### [Activity]
Among the lines of the records, please find those that contain the word "Wyklętych" and copy them.

::::::::::

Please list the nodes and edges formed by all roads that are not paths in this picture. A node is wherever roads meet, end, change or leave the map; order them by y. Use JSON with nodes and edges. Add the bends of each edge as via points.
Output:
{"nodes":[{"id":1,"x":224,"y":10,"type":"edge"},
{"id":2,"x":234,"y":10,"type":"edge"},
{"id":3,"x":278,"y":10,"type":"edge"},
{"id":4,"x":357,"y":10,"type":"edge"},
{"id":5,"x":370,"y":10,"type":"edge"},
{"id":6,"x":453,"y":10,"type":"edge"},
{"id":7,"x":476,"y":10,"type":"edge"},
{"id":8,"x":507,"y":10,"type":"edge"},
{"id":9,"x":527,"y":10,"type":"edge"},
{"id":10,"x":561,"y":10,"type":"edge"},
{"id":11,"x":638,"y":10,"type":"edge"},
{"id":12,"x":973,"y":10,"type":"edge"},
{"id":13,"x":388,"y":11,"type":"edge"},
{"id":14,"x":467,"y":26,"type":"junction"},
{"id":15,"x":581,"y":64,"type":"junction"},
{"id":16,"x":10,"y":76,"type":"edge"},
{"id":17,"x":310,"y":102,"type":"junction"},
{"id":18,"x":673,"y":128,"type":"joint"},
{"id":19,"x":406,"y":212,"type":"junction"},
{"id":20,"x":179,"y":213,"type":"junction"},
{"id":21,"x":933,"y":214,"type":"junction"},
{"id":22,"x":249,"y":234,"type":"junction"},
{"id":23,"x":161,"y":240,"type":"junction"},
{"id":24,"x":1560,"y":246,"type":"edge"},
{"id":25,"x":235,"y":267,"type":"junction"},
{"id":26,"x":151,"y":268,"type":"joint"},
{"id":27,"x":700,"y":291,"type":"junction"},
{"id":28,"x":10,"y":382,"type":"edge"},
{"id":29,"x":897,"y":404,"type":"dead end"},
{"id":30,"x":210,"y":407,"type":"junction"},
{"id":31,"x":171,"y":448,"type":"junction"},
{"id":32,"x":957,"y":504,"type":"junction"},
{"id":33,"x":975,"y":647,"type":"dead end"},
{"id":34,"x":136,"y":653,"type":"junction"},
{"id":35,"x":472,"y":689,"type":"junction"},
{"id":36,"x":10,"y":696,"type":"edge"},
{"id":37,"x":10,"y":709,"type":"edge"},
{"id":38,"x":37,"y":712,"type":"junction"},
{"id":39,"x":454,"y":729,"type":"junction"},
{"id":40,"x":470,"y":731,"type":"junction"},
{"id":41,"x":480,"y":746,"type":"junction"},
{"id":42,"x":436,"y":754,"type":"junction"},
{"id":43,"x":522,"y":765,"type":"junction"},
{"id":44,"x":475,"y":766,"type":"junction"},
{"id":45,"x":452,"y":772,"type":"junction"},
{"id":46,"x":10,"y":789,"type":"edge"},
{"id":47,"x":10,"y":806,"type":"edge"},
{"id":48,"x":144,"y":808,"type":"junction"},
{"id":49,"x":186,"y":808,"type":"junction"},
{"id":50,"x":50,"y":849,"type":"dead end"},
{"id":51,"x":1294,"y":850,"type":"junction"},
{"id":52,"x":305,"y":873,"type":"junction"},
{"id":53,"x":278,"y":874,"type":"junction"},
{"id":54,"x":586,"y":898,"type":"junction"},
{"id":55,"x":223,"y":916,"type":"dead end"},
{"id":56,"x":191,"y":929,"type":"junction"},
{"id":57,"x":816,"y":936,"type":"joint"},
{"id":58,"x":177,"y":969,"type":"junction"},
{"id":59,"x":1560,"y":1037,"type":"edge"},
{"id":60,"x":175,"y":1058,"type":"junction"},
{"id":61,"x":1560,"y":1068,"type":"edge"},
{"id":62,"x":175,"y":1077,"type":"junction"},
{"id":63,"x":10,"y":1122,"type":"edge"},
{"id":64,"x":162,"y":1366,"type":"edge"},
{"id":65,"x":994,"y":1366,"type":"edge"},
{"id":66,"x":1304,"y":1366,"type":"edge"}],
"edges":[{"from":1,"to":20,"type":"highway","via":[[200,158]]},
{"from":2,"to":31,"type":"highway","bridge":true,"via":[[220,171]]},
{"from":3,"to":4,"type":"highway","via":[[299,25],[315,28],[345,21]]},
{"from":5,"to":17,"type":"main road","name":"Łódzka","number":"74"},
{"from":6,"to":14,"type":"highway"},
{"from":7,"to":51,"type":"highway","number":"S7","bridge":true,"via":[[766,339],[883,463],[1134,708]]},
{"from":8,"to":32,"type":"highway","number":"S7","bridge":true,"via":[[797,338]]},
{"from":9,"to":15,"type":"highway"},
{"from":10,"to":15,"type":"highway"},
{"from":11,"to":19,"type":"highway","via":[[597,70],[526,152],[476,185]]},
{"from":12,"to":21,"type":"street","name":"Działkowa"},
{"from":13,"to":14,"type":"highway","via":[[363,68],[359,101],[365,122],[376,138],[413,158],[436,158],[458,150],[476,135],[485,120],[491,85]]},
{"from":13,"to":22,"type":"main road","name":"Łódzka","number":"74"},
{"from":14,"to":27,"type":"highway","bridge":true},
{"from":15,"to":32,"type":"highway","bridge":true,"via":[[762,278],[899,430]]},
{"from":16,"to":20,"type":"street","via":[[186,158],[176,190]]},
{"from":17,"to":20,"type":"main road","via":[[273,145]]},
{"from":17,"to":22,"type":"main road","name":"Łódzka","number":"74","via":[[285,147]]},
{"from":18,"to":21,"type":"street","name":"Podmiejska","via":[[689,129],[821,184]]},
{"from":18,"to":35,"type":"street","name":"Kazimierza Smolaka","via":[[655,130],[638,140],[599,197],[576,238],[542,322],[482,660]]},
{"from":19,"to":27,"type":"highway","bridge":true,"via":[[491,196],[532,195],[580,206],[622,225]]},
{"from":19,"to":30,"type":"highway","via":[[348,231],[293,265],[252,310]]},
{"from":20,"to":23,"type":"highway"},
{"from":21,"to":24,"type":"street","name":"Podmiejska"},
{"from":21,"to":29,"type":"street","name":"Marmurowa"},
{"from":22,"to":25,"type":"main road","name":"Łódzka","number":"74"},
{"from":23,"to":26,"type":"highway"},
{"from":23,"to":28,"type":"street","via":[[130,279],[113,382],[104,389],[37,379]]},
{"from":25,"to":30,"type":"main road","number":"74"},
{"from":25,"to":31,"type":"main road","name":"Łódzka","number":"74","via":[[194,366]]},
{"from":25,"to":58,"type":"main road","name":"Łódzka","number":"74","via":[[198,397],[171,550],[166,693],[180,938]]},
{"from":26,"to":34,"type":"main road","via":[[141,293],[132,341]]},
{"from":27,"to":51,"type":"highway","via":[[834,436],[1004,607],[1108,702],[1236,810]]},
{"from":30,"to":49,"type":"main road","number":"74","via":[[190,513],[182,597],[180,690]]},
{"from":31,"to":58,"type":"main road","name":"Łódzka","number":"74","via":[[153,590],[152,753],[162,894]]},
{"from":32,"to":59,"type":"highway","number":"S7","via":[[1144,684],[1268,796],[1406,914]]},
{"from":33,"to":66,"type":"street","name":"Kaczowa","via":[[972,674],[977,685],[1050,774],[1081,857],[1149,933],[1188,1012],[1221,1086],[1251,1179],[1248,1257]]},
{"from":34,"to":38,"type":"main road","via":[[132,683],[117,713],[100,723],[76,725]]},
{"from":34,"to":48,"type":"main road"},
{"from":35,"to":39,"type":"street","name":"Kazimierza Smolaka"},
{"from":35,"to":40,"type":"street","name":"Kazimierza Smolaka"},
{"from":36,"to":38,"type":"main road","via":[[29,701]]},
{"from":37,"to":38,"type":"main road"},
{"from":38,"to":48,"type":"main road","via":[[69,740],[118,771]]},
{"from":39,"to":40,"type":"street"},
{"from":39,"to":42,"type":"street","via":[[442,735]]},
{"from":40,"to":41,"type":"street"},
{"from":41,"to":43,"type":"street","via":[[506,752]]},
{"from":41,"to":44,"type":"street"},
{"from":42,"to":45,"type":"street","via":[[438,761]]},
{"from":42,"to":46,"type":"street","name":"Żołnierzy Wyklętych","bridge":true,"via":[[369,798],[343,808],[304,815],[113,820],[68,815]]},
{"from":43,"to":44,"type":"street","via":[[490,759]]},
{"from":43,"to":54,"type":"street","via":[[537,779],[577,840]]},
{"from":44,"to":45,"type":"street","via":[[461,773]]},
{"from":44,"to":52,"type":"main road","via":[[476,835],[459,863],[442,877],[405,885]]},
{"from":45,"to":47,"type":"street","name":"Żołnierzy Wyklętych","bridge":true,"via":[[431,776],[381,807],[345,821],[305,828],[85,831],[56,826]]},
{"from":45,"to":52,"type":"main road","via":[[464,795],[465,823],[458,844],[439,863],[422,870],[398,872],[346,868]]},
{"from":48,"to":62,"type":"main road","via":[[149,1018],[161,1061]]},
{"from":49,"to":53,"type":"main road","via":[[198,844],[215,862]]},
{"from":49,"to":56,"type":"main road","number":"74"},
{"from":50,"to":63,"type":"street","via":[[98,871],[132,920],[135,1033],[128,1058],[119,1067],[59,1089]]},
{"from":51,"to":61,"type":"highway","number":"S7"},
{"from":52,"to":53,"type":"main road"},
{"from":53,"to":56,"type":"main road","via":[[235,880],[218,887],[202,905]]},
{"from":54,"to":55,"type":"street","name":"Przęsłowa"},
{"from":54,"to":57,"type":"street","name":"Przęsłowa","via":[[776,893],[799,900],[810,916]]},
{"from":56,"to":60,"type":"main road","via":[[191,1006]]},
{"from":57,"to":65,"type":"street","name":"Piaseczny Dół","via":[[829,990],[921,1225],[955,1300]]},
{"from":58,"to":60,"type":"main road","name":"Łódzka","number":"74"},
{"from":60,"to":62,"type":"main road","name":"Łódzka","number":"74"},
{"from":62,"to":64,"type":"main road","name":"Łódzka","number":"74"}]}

::::::::::

### [Result]
{"from":42,"to":46,"type":"street","name":"Żołnierzy Wyklętych","bridge":true,"via":[[369,798],[343,808],[304,815],[113,820],[68,815]]},
{"from":45,"to":47,"type":"street","name":"Żołnierzy Wyklętych","bridge":true,"via":[[431,776],[381,807],[345,821],[305,828],[85,831],[56,826]]},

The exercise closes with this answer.